Exact copies of all the records below should be returned.

[Saved data entries]
========================================

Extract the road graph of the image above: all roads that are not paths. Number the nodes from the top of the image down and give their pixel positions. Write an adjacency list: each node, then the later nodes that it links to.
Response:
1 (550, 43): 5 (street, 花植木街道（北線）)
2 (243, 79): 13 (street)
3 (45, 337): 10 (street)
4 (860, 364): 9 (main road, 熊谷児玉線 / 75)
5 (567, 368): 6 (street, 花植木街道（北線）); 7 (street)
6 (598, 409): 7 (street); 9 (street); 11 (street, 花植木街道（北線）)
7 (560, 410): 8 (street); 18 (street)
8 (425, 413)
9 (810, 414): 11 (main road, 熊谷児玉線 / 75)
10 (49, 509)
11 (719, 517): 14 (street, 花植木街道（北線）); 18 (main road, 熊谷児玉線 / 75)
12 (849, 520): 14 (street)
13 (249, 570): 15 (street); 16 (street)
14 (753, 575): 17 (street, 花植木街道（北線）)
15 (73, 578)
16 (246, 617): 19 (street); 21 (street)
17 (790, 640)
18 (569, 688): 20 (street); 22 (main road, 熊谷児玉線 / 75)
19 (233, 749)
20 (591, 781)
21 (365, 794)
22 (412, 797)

========================================

> _Task result_:
Extract the road graph of the image above: all roads that are not paths. Number the nodes from the top of the image down and give their pixel positions. Write an adjacency list: each node, then the later nodes that it links to.
Response:
1 (550, 43): 5 (street, 花植木街道（北線）)
2 (243, 79): 13 (street)
3 (45, 337): 10 (street)
4 (860, 364): 9 (main road, 熊谷児玉線 / 75)
5 (567, 368): 6 (street, 花植木街道（北線）); 7 (street)
6 (598, 409): 7 (street); 9 (street); 11 (street, 花植木街道（北線）)
7 (560, 410): 8 (street); 18 (street)
8 (425, 413)
9 (810, 414): 11 (main road, 熊谷児玉線 / 75)
10 (49, 509)
11 (719, 517): 14 (street, 花植木街道（北線）); 18 (main road, 熊谷児玉線 / 75)
12 (849, 520): 14 (street)
13 (249, 570): 15 (street); 16 (street)
14 (753, 575): 17 (street, 花植木街道（北線）)
15 (73, 578)
16 (246, 617): 19 (street); 21 (street)
17 (790, 640)
18 (569, 688): 20 (street); 22 (main road, 熊谷児玉線 / 75)
19 (233, 749)
20 (591, 781)
21 (365, 794)
22 (412, 797)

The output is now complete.